The most difficult scene for Kidman? For Eckhart?
"It was the same one," Eckhart offered. "I was a jerk," which sends them both into spasms of laughter, as if to brush away the perilous angst of that moment.
"It was a big one, when we both discuss the actual death and blame ourselves," said Kidman. "But I just love you in that, that's just so … you were so real."
"There's such a buildup on those scenes, an anticipation," Eckhart added. "You're coming at them with different energies, that feeling of I have to accomplish this, when really you don't have to accomplish anything. I did learn something that day because I said, why don't you just calm down and try the scene, which worked, at least for me."
Still, the piece and its roil of emotions haunted both of them throughout the 28-day shoot.
As Eckhart put it: "You just take a slice out of your life and say for this time I'm going to foster these feelings."
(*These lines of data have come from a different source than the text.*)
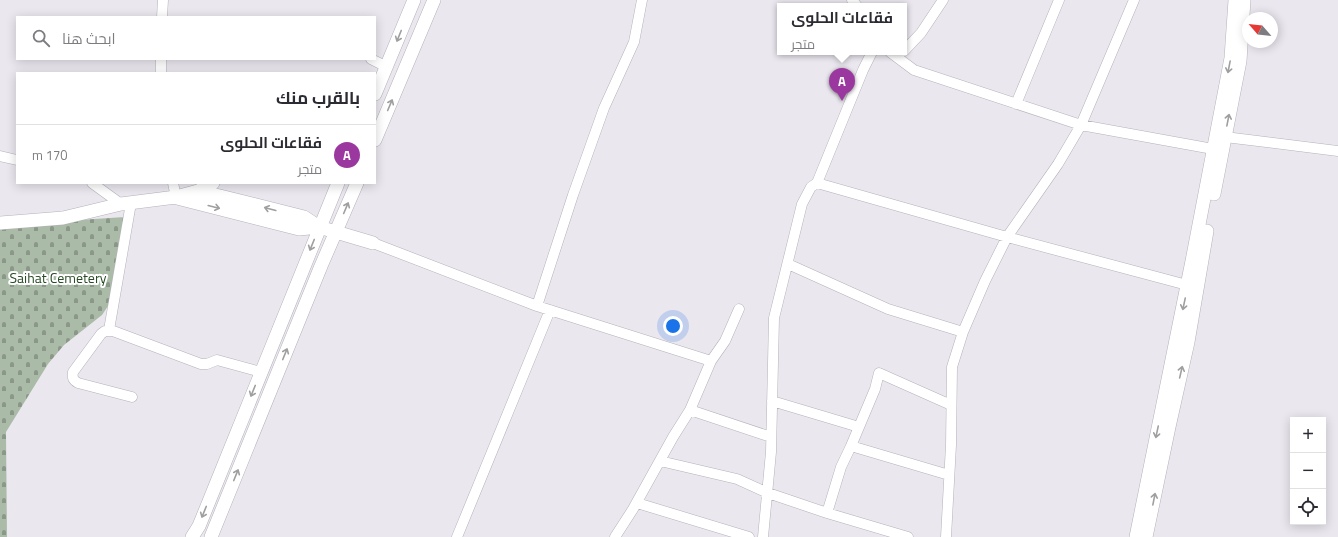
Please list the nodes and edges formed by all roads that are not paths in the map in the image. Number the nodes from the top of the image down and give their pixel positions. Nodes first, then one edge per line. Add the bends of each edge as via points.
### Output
1 (163, 0) edge
2 (414, 0) edge
3 (434, 0) edge
4 (642, 0) edge
5 (943, 0) edge
6 (1060, 0) edge
7 (1134, 0) edge
8 (1235, 0) edge
9 (1244, 0) edge
10 (162, 16) edge
11 (907, 45) edge
12 (870, 55) edge
13 (900, 55) edge
14 (161, 60) edge
15 (380, 64) edge
16 (161, 72) edge
17 (376, 88) edge
18 (1016, 104) junction
19 (1081, 125) junction
20 (1225, 137) junction
21 (376, 138) edge
22 (1213, 149) junction
23 (1338, 151) edge
24 (0, 156) edge
25 (16, 160) edge
26 (817, 183) junction
27 (94, 184) edge
28 (173, 184) edge
29 (211, 184) edge
30 (338, 184) edge
31 (357, 184) edge
32 (198, 191) junction
33 (176, 197) junction
34 (126, 204) junction
35 (0, 223) edge
36 (319, 227) junction
37 (336, 232) junction
38 (1007, 237) junction
39 (373, 242) joint
40 (788, 264) junction
41 (1187, 286) junction
42 (537, 306) junction
43 (739, 309) dead end
44 (550, 310) junction
45 (109, 330) junction
46 (963, 332) junction
47 (711, 362) junction
48 (261, 372) junction
49 (132, 397) dead end
50 (772, 401) junction
51 (951, 405) junction
52 (690, 410) junction
53 (859, 427) junction
54 (771, 437) junction
55 (851, 446) junction
56 (660, 461) junction
57 (949, 475) junction
58 (768, 493) junction
59 (637, 503) junction
60 (827, 513) junction
61 (192, 537) edge
62 (212, 537) edge
63 (457, 537) edge
64 (615, 537) edge
65 (749, 537) edge
66 (763, 537) edge
67 (908, 537) edge
68 (946, 537) edge
69 (1136, 537) edge
70 (1146, 537) edge

1 - 10 street
2 -> 15 main road
21 -> 3 main road
4 - 42 street via 634,42 604,108
5 - 11 street via 921,33
6 - 18 street
7 - 19 street
8 -> 22 main road via 1231,58
20 -> 9 main road via 1240,61
12 - 26 street
13 - 18 street via 914,70
14 - 16 street
15 - 17 main road
18 - 19 street
19 - 22 street
19 - 38 street via 1058,164
20 - 23 street
70 -> 20 main road via 1188,342
22 - 41 main road
24 - 25 street
26 - 38 street
26 - 40 street via 811,187 802,204
27 - 34 street
28 - 33 street
29 - 32 main road
30 - 36 main road
37 -> 31 main road
32 - 33 main road
36 -> 32 main road via 304,217
33 - 34 main road
33 -> 36 main road via 298,229
34 - 35 main road via 63,218
34 - 45 street
36 - 37 main road
36 -> 48 main road
37 - 39 main road
62 -> 37 main road
38 - 41 street
38 - 46 street
39 - 42 street
40 - 46 street via 888,309
40 - 50 street via 774,318
41 -> 69 main road
42 - 44 street
43 - 47 street via 725,340
44 - 47 street
44 - 63 street
45 - 48 street via 202,364 217,360
45 - 49 street via 101,334 72,377 78,383
46 - 51 street via 952,367
47 - 52 street
48 -> 61 main road via 199,526
50 - 53 street
50 - 54 street
51 - 53 street via 879,373
51 - 57 street
52 - 54 street
52 - 56 street
53 - 55 street
54 - 58 street
55 - 57 street
55 - 60 street via 841,467
56 - 58 street via 737,479
56 - 59 street
57 - 68 street
58 - 60 street
58 - 66 street
59 - 64 street
59 - 65 street
60 - 67 street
"Whether it's reading a novel, seeing it as a play, seeing it as a film, there is a power to these kind of stories," said Kidman. "Most of us will experience devastating loss at some stage in our lives, and I think the way in which a couple goes through the most terrifying loss and somehow they keep putting one foot in front of another, that just brings me to my knees.
"I dreamt a lot through this production," she said quietly. "I didn't sleep that well. It really affected me on a subconscious level. I just wanted to do this justice."